Newsletter Tenancy and Housing Law – OGH Case Law Update November 2025

Litigation

5 Ob 82/25b – Even when only part of an existing claim is brought to court, each individual claim must be quantified and specified

The plaintiff, as landlord, sought - so far as relevant in the revision proceedings - damages from the defendant, her former tenant, alleging that windows and doors of the already vacated premises could no longer be closed, that water damage had occurred, that the carpets were unusable and dirty, that the premises were contaminated with excrement producing a revolting stench, that furniture, lamps and curtains had disappeared from the premises, and that tiles and a washbasin had been damaged.
Out of her total claim for damages, amounting to EUR 53,337.60, and after accounting for the security deposit of EUR 4,950, she asserted only a partial claim of EUR 25,000 for reasons of procedural economy.

When multiple claims are asserted together, each claim must be quantified and specifically identified. This applies particularly where a lump-sum partial claim is made.
If a claimant seeks to enforce only part of a total claim and the individual components of that overall claim can be distinguished—each potentially subject to a different legal outcome—then the claimant must specify which parts are covered by the lump-sum demand (RS0031014 [T22, T25]).

The allocation of the lump-sum amount among the various sub-claims may not be left to the court (RS0031014 [especially T35, T40]).

An alternative cumulation of actions, whereby the plaintiff leaves this choice to the court, is impermissible (RS0031014 [T19, T20]), since without an itemised breakdown of the total amount, the scope of res judicata could not be determined (RS0031014 [especially T31]).

9 Ob 77/25a – Replacement of an entire locking system must be justified concretely in each individual case

Under § 1109 ABGB, the leased object must be returned, upon termination of the tenancy, in the condition in which it was received.
If the leased property is damaged, the tenant is liable for fault pursuant to § 1111 ABGB.
The obligation to return the leased premises includes the return of all keys to the property.

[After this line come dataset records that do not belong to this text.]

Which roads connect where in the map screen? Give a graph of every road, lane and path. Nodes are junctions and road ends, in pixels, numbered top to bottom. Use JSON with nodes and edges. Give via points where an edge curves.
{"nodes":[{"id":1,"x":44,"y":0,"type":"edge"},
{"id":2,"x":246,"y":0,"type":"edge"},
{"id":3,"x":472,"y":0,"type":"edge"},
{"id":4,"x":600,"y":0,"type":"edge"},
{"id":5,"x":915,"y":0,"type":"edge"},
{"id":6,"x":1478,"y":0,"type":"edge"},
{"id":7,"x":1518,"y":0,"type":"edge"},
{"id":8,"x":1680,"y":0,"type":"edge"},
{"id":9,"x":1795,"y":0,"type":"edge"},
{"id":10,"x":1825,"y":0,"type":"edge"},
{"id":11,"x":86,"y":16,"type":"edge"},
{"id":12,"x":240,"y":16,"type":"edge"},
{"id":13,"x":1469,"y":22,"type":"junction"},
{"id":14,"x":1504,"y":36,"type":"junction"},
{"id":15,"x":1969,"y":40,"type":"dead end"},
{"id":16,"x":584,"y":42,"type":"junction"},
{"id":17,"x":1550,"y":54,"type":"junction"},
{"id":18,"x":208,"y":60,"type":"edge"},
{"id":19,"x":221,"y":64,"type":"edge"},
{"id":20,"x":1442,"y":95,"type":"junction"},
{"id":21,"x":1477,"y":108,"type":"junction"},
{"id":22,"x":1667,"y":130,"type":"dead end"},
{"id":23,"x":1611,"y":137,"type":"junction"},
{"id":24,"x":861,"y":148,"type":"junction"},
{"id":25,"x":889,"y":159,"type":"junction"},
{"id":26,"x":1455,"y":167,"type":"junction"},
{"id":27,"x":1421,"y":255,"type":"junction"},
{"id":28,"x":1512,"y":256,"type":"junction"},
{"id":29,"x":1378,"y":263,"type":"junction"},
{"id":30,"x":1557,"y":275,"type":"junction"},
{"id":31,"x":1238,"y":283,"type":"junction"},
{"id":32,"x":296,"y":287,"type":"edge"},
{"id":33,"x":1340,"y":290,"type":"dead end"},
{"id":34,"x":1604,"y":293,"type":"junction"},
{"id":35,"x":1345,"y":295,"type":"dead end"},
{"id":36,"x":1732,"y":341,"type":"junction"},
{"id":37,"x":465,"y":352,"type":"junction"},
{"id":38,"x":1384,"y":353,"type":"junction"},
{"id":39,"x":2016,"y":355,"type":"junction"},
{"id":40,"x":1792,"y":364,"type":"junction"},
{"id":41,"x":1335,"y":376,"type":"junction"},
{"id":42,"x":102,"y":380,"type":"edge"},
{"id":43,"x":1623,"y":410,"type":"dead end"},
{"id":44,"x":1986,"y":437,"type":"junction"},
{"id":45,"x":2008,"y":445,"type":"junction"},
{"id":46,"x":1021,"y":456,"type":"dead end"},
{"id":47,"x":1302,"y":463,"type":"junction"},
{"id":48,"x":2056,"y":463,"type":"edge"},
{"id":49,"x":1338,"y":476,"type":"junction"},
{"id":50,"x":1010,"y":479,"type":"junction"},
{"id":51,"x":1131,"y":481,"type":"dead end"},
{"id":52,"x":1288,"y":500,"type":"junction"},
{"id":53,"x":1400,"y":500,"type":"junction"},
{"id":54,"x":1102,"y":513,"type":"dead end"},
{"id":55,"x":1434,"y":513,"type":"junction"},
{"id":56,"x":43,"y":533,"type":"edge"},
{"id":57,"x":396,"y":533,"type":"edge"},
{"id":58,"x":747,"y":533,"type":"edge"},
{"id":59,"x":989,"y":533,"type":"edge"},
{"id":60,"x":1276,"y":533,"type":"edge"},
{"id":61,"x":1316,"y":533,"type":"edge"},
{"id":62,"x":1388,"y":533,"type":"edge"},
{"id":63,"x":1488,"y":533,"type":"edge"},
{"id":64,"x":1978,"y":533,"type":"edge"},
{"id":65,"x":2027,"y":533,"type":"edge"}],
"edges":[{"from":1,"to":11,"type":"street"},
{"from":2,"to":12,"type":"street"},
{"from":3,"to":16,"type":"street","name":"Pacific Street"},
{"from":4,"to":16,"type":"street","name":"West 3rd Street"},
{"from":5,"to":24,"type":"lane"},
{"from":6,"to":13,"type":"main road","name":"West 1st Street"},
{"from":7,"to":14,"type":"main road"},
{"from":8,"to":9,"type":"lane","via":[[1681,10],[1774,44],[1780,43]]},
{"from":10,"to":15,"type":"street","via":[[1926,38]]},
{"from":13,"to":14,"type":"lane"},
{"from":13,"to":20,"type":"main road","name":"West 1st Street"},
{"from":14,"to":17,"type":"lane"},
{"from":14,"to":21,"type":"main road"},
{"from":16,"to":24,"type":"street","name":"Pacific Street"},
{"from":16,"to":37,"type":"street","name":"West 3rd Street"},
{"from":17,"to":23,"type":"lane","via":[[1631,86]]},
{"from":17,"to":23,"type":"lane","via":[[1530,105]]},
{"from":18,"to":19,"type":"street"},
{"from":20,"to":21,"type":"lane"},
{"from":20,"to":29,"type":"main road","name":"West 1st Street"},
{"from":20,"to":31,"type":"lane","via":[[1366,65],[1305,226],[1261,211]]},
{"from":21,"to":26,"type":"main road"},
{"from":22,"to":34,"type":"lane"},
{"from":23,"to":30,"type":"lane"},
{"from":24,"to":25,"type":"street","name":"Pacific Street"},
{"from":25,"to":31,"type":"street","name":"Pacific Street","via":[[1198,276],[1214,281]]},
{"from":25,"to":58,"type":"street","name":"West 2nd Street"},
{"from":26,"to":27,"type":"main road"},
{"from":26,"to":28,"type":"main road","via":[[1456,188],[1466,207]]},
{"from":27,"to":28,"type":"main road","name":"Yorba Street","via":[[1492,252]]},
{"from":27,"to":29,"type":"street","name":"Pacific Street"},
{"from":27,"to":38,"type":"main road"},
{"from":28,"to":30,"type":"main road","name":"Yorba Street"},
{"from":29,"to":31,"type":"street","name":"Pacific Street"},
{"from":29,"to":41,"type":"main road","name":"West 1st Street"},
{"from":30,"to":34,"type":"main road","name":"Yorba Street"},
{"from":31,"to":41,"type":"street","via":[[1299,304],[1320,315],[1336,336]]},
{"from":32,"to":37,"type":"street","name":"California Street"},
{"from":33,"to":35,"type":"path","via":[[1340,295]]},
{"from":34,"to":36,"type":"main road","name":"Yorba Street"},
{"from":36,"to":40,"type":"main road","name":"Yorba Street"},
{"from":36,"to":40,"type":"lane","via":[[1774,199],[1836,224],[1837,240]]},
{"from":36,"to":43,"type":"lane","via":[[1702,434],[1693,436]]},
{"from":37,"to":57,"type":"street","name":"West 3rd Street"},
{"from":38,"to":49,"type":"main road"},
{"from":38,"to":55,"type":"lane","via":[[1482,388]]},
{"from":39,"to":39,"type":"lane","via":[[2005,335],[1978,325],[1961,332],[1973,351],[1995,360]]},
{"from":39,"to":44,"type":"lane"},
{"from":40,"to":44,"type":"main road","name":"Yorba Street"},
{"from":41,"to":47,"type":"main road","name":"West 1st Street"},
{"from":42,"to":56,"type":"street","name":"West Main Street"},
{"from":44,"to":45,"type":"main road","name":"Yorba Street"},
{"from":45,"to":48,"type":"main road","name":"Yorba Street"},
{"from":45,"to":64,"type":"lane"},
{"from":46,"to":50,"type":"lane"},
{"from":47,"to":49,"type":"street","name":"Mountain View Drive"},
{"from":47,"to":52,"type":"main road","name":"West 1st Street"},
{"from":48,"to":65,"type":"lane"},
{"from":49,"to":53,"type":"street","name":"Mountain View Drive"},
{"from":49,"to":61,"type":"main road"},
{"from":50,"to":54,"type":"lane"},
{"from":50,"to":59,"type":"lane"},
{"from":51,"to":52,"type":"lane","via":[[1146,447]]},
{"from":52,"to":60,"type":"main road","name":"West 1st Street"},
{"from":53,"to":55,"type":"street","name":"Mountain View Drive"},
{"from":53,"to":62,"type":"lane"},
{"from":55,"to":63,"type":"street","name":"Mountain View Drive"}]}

In the present case, the question was whether the tenant must also bear the costs of replacing the entire locking system of a building comprising several residential units, given that the apartment key also operated the entrance gate of the building.

The defendant was held liable for the cost of replacing the apartment key itself. However, the plaintiff landlord failed to substantiate to what extent there was a concrete risk of unauthorised access to the common areas or whether such risk had been significantly increased.

The Court of Appeal held that the landlord’s very general and rudimentary arguments regarding a potential risk of misuse were insufficient to justify replacement of the entire locking system.